The extension of the freeway from Fairview Drive to U.S. Highway 50 and South Carson Street could open June 1.
That’s the target, said Mayor Bob Crowell during the Wednesday meeting of the Regional Transportation Commission.
Sondra Rosenberg, the RTC representative from the Nevada Department of Transportation, said construction completion depends on the winter weather but a summer 2017 opening of the bypass is the goal.
The construction includes paving, landscaping, sound walls and a four-legged at-grade signalized intersection at Highway 50 and South Carson Street.
During the meeting, Crowell asked staff about the new stop sign installed on Mountain Street at Fleischmann Way after getting calls from citizens who were both in favor and opposed to it.
Patrick Pittenger, Carson City transportation manager, said he had received an increase in requests to solve a line-of-site problem there.
Parking is prohibited close to the intersection, but the medical offices there draw significant on-street parking, which blocks the view of drivers turning from Fleischmann Way onto the busier Mountain Street.
The new stop sign was installed two weeks ago, Pittenger said, and signage, including large message boards, were placed there to warn drivers of it.
Pittenger also updated the RTC on several ongoing projects.
The multi-use path running east and west of I-580 from Northridge Drive to Highway 50, then east of the freeway to Fifth Street, is 90 percent designed and will begin construction next year.
A flashing yellow arrow to improve pedestrian safety is now being installed at Winnie Lane and Carson Street and another will go in at Roop and Robinson streets.
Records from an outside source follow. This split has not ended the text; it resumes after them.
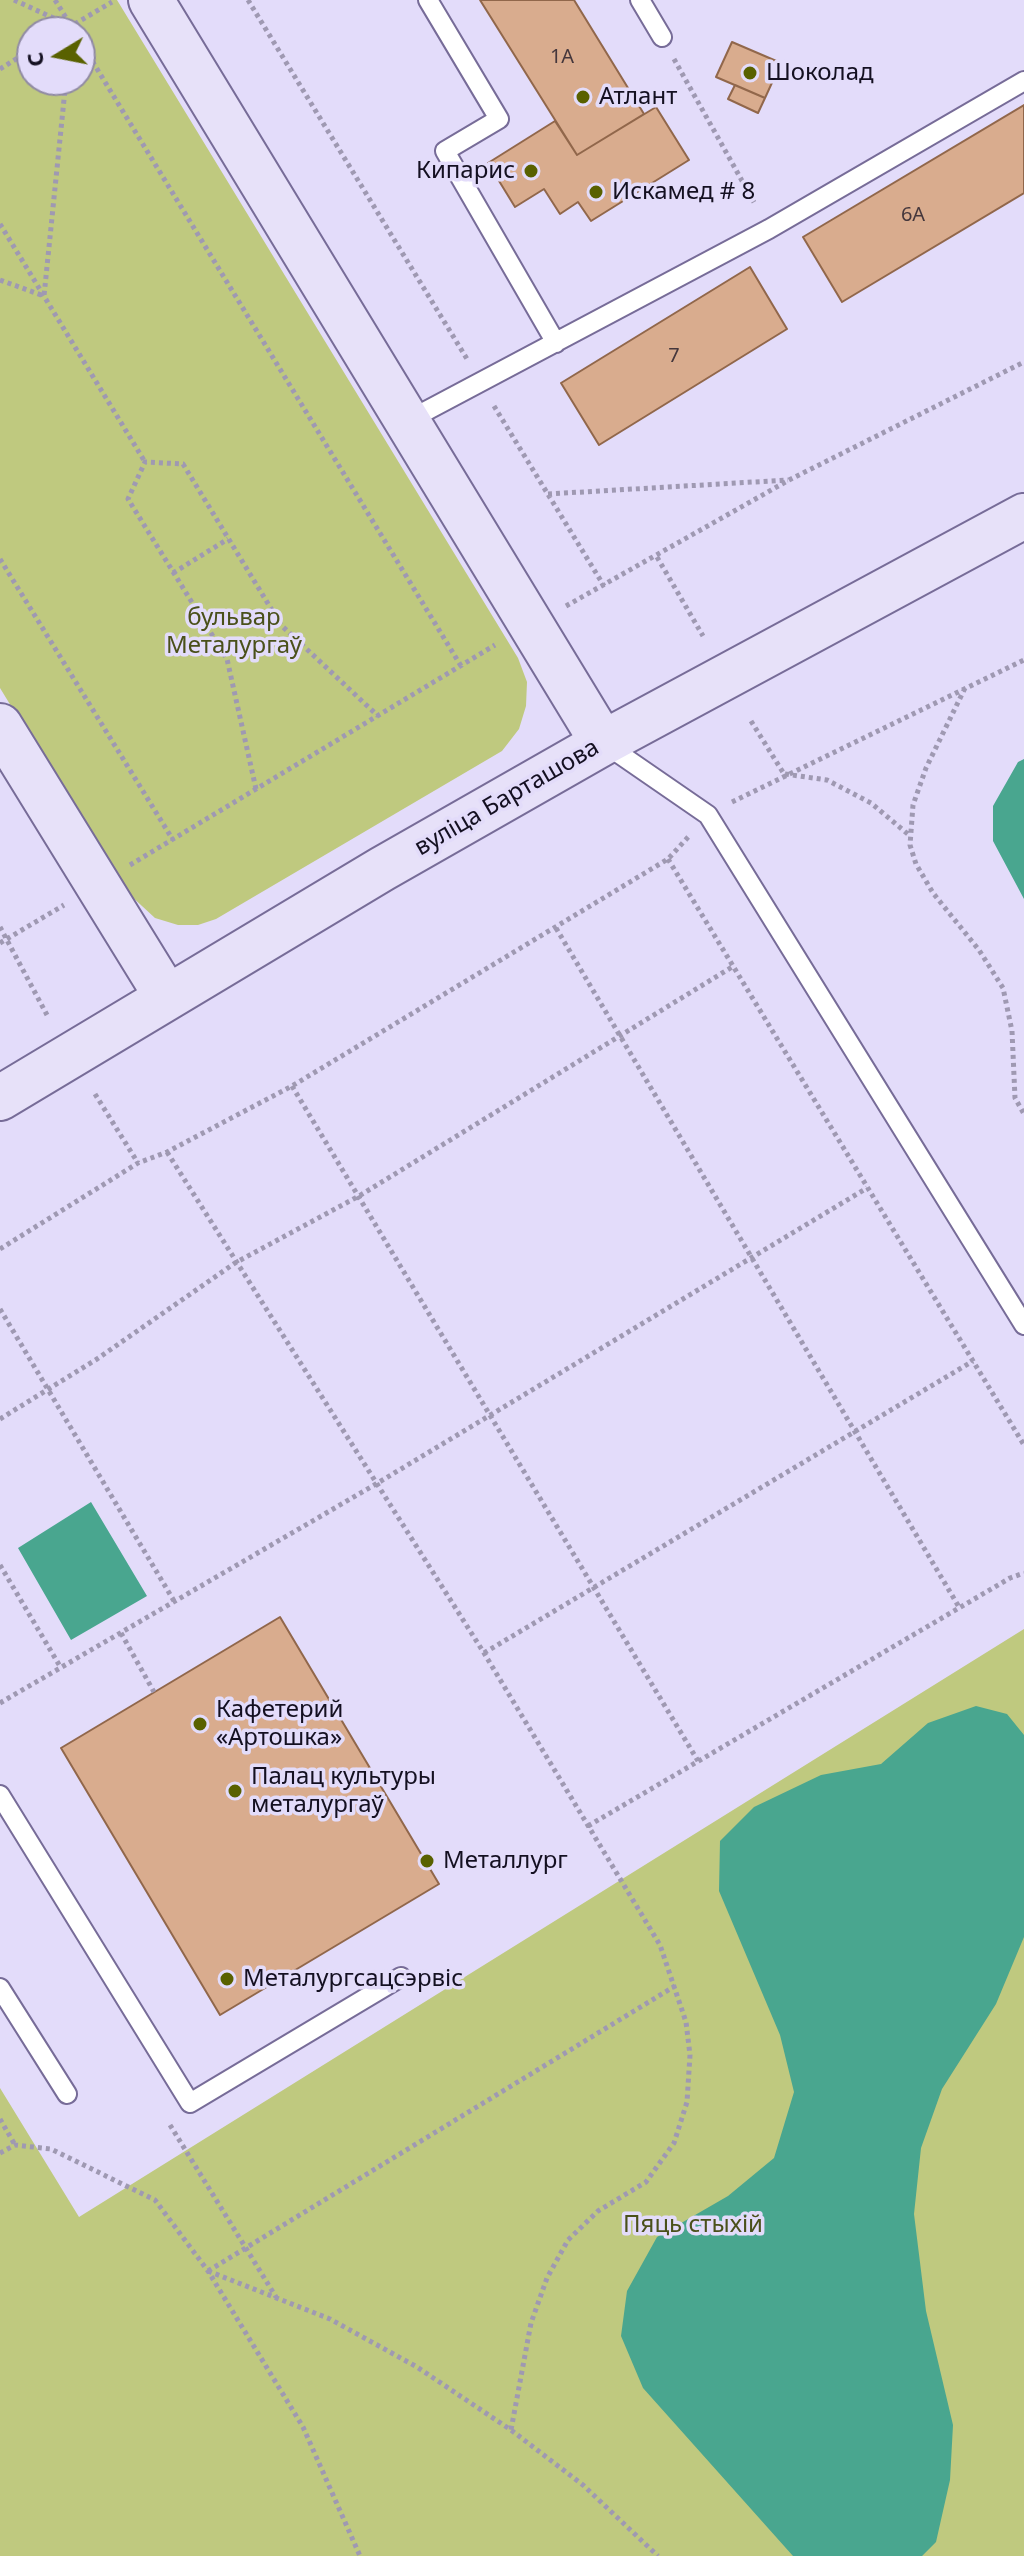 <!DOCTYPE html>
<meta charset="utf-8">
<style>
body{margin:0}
#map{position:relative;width:1024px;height:2556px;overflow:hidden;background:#e3dcfa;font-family:"Noto Sans",sans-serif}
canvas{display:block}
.north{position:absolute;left:16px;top:16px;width:80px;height:80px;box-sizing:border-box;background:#e3dcfa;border:2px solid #908aa3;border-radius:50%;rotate:260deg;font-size:22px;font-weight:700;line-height:32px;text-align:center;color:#141021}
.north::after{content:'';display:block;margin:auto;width:28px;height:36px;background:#596100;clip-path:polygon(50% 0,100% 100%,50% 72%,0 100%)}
</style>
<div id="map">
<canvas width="1024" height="2556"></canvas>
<div class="north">С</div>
</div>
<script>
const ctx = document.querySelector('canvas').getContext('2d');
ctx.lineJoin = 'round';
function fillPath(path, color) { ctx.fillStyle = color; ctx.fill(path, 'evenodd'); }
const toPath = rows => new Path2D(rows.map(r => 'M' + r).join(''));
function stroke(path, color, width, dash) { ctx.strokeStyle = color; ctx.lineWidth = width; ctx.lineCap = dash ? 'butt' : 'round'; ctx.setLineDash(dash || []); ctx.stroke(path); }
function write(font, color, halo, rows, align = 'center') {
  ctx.font = font + ' "Noto Sans",sans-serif'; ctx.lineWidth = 7; ctx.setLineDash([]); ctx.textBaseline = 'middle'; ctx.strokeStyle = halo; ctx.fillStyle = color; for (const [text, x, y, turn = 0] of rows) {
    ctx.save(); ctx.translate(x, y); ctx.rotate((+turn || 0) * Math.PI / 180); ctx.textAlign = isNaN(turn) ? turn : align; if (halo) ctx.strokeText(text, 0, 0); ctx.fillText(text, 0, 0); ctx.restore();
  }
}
fillPath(toPath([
 [0,0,117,0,518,658,527,682,526,706,519,729,502,751,216,919,198,925,178,925,155,918,129,894,113,873,0,688],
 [32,32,80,32,80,80,32,80],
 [1024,1629,1024,2556,0,2556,0,2088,79,2217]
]), '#bfc97f');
fillPath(toPath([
 [1024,759,1024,899,993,841,993,806,1018,762],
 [91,1502,147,1596,71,1640,18,1548],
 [976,1706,1007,1714,1024,1735,1024,1937,996,2004,942,2089,921,2148,914,2214,926,2311,953,2425,950,2480,936,2542,922,2556,793,2556,643,2388,621,2336,627,2291,657,2237,728,2196,774,2158,794,2092,780,2035,719,1891,720,1841,754,1807,821,1775,881,1764,928,1723]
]), '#49a68f');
const building = toPath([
 [480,0,574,0,644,114,577,155,480,0],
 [732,42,781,63,765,98,716,77,732,42],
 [735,85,765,98,758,113,728,99,735,85],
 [1024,105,1024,193,842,302,803,237,1024,105],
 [656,107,689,160,591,221,578,202,560,214,544,189,515,207,488,163,555,121,577,155,656,107],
 [750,267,787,329,599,445,561,383,750,267],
 [280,1617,439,1884,220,2015,61,1748,280,1617]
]);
fillPath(building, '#d9ac8e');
stroke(building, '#91674b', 2);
const service = toPath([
 [428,0,499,119,445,151,556,343],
 [640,0,662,37],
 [409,420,769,229,1024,81],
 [605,744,708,815,1024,1325],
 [0,1795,190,2103,401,1977],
 [0,1988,67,2094]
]);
const secondary = toPath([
 [151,0,603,743],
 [0,726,167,997],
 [0,1098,382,869,603,743,1024,516]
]);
stroke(service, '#776c98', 22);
stroke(secondary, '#776c98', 48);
stroke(toPath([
 [14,0,71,26,70,32],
 [55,0,75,32],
 [248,0,467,359],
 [61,32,112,2],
 [80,41,461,666],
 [674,59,755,204],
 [0,69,32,49],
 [0,224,145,462],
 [0,280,44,296,66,80],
 [494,406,604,586],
 [548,494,788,480],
 [657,557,703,636],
 [0,559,173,840],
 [173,573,228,539],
 [566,606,789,480,1024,362],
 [965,688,926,768,913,805,910,845,916,864,933,893,979,950,1003,988,1012,1031,1015,1098,1024,1114],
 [751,721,784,774],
 [785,774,827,780,871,803,909,835],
 [256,789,227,659,128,499,145,462,183,464,281,625,378,716],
 [732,802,1024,660],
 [668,859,1024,1445],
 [130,865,495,645],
 [0,927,47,1015],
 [556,928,959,1607],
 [0,943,64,905],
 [292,1086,698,1761],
 [95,1094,138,1163],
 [167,1152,484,1653,660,1945,686,2022,690,2055,687,2102,674,2143,646,2182,598,2211,568,2240,547,2278,531,2323,511,2430],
 [0,1249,138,1163,167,1152,292,1086,668,859,690,835],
 [0,1309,174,1601],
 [0,1419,97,1359,235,1263,359,1196,732,967],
 [0,1565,61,1668],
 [121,1633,154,1692],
 [484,1653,973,1361],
 [0,1703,376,1484,867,1188],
 [588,1826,1010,1578,1024,1573],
 [0,2119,15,2145],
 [170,2125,276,2297],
 [0,2153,15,2145,51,2149,155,2200,208,2271,303,2427,360,2556],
 [208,2271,675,1986],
 [208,2271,330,2319,417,2367,511,2430,583,2485,658,2556]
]), '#9f99b2', 5, [4, 4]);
stroke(service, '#fff', 18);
stroke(secondary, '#e7e1f9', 44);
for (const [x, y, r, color] of [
 [750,73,8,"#596100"],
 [583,97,8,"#596100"],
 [531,171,8,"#596100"],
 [596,192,8,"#596100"],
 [200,1724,8,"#596100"],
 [235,1791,8,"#596100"],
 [427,1861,8,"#596100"],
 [227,1979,8,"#596100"]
]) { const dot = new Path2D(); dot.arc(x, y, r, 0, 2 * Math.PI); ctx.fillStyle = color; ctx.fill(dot); stroke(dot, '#e3dcfa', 3); }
write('20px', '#45373c', null, [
 ["1А",562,57],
 ["6А",913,215],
 ["7",674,356]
]);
write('24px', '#141021', '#e3dcfa', [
 ["Шоколад",766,73],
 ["Атлант",599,97],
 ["Кипарис",515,171,"right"],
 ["Искамед # 8",612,192],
 ["Кафетерий",216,1710],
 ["«Артошка»",216,1738],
 ["Палац культуры",251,1777],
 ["металургаў",251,1805],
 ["Металлург",443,1861],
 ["Металургсацсэрвіс",243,1979]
], 'left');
write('24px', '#4a501a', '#e3dcfa', [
 ["бульвар",234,618],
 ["Металургаў",234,646],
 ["Пяць стыхій",693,2225]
]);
write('24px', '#141021', '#e3dcfa', [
 ["вуліца Барташова",507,798,-30]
]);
</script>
And the Maverik gas station at College Parkway and Research Way is now working on expanding for diesel pumps and trucks and is adding a traffic signal there in a $475,000 project being funded jointly by the gas station operator and the city.
The signal is expected to be completed by the end of the month.
The RTC approved a 90-day contract extension for a broker who gets the city reimbursements for Medicaid recipients who ride the Jump Around Carson Assist transit system.
A three-year contract ends this year but the city is using a new vendor and wants to ensure its being reimbursed properly before committing to another long-term contract.
The RTC also approved revisions to the snow removal map, which made minor changes including the addition of Racetrack Road at the Schulz Ranch residential development.
RTC member Mark Kimbrough said Carson City recently received several awards from NDOT’s Nevada Bicycle & Pedestrian Advisory Board.
Cortney Bloomer, who coordinates Carson City’s Safe Routes to School program, which helps students learn the skills to bike and walk to school safely, also took home an award, said Kimbrough.